In der Nacht des 19. Februar 2018 hatten sich mehrere Hundert Männer und Frauen der Gonabadi-Derwische vor dem Wohnsitz ihres geistigen Oberhaupts in Teheran versammelt, um gegen die verstärkte Verfolgung ihrer Gemeinschaft zu protestieren und die mögliche Festnahme ihres Oberhaupts zu verhindern. Regime-Truppen schlugen daraufhin Demonstranten mit Stöcken, Elektrokabeln und scharfen Gegenständen und setzten Tränengas, Wasserwerfer und scharfe Munition ein, um die Menge auseinanderzutreiben.

Protest-Derwische-400-2

Teheran, 19. Februar 2018: Regime-Gewalt gegen protestierende Anhänger der religiösen Minderheit der Gonabadi-Derwische.

Protest-Derwische-400-4

Protest-Derwische-400-3

Zahlreiche Fotos und Videos belegen das gewaltsame Vorgehen gegen die Demonstranten und zeigen Protestierende mit Platz- und anderen Wunden im Gesicht und am Körper.

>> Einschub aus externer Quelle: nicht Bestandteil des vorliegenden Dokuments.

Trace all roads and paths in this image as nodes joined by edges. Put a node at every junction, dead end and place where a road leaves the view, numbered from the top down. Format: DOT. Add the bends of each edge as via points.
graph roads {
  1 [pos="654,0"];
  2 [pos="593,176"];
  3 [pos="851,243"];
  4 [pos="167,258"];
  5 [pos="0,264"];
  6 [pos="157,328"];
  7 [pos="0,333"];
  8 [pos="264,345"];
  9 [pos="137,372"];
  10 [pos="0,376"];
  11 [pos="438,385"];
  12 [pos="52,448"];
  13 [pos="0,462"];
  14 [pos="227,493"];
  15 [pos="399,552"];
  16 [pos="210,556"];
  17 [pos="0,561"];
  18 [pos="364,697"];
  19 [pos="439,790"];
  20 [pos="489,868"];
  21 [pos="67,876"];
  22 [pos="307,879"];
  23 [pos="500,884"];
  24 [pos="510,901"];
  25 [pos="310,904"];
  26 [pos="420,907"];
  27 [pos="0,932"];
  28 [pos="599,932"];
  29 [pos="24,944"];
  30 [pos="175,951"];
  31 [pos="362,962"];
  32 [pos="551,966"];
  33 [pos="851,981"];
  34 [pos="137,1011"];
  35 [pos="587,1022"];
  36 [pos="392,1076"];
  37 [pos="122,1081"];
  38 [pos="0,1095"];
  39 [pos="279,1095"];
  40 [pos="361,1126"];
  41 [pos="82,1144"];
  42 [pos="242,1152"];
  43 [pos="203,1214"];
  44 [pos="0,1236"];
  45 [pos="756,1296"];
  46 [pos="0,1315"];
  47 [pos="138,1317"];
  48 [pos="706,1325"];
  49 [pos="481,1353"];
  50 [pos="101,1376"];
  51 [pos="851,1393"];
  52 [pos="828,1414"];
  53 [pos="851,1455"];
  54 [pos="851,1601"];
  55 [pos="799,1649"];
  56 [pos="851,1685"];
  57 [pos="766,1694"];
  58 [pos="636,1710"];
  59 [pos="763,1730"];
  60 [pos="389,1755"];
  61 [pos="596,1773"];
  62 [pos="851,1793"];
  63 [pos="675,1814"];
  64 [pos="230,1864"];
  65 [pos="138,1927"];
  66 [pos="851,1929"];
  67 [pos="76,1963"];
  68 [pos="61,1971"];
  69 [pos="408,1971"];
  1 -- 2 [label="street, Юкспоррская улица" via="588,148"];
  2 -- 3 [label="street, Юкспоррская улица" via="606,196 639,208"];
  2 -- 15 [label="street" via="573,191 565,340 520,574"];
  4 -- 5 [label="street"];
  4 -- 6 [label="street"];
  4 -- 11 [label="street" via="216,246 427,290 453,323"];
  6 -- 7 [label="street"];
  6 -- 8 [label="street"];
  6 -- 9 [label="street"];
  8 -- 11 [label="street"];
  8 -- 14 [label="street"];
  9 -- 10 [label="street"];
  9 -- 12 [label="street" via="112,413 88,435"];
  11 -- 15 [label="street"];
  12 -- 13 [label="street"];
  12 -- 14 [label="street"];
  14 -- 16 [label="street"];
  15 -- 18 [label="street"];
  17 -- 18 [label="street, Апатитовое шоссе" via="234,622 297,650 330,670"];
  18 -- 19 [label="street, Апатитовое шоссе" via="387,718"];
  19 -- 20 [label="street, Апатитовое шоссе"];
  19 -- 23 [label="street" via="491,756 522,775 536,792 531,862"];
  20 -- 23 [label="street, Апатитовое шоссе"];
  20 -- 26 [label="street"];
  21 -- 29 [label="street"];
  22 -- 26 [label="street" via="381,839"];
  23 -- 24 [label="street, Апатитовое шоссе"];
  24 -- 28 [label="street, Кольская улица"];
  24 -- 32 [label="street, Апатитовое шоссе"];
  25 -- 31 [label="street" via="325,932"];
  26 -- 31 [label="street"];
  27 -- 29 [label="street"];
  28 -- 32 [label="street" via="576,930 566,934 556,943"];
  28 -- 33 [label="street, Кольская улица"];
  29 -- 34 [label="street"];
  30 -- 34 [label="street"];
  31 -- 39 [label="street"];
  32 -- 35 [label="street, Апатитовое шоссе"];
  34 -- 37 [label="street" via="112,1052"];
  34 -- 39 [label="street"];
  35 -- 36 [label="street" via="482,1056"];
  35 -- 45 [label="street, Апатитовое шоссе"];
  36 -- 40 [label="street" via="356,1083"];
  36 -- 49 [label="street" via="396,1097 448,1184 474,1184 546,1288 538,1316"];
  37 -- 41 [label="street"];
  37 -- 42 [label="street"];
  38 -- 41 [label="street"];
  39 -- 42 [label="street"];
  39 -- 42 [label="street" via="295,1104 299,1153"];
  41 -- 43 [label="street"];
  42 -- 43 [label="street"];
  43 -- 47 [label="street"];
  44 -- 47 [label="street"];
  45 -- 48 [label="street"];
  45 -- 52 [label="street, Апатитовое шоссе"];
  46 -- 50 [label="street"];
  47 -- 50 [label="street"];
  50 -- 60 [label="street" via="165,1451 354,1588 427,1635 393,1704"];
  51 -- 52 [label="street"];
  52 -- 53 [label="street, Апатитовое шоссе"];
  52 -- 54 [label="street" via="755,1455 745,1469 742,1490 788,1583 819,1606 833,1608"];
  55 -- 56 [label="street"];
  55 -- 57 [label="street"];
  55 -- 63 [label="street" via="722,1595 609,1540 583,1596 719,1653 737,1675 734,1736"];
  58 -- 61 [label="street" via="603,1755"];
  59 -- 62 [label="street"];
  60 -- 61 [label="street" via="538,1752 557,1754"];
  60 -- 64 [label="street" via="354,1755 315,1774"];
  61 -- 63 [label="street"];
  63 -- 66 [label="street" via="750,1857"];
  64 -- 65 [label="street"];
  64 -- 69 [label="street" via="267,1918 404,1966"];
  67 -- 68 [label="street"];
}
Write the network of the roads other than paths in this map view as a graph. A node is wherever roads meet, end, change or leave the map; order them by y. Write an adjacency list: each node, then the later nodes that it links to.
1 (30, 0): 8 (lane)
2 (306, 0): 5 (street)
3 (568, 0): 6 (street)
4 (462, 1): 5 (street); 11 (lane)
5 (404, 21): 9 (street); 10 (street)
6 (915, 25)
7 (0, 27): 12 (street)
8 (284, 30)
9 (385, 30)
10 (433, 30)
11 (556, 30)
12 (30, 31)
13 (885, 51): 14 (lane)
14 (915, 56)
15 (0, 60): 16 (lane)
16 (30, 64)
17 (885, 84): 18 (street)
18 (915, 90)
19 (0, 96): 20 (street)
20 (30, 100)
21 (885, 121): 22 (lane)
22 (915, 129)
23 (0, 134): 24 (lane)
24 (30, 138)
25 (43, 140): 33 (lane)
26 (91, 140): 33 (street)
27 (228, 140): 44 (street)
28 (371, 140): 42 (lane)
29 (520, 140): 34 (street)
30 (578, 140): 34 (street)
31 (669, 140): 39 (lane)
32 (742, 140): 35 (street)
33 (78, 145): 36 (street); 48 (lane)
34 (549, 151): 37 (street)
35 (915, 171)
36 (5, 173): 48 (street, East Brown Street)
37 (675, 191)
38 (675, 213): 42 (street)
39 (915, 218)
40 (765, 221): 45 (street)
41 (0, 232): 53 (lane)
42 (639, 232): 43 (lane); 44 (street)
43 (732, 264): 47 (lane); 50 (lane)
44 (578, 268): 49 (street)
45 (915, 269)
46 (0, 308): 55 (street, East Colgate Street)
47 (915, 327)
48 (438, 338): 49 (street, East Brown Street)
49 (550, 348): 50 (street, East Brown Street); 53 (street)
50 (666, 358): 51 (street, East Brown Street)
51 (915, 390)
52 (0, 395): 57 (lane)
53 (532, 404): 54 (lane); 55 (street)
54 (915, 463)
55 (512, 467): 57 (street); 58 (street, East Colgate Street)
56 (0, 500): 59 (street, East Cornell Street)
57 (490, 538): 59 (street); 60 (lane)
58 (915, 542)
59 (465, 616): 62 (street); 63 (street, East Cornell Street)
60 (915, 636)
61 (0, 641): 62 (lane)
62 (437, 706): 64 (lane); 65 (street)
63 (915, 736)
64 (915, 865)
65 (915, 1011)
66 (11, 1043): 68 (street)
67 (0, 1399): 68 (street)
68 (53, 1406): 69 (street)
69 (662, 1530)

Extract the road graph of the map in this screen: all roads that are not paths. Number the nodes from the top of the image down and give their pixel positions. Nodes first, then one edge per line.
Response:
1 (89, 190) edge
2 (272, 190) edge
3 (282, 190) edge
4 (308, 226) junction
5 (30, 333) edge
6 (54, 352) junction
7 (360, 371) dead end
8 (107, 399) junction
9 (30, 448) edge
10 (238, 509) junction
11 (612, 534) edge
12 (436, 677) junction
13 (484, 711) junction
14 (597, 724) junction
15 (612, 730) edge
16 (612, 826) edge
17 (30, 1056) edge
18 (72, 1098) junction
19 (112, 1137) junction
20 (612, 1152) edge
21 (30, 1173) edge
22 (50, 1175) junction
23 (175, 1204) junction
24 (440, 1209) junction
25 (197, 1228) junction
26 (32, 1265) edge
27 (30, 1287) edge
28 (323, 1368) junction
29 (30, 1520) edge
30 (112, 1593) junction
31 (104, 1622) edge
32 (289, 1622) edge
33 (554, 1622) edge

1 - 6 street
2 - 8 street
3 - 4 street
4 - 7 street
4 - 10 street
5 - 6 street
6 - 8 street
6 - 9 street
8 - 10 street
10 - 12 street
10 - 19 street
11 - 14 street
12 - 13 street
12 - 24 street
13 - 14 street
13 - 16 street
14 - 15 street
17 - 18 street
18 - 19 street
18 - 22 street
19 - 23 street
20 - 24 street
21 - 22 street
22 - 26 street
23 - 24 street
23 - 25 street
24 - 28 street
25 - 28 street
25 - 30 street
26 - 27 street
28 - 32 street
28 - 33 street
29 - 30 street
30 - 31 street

Nach seiner Verhaftung war Behnam Mahjoubi monatelang in Isolationshaft und wurde durch Folter gezwungen, „Geständnisse“ zu unterschreiben. Nach seiner vorübergehenden Freilassung wurde er im August 2018 wegen „Gefährdung der Staatssicherheit“ zu zwei Jahren Gefängnis und einem zweijährigen Verbot der Mitwirkung an sozialen und politischen Gruppen verurteilt. Im Juni 2020 wurde er im Teheraner Evin-Gefängnis inhaftiert, um seine Haftstrafe zu verbüßen.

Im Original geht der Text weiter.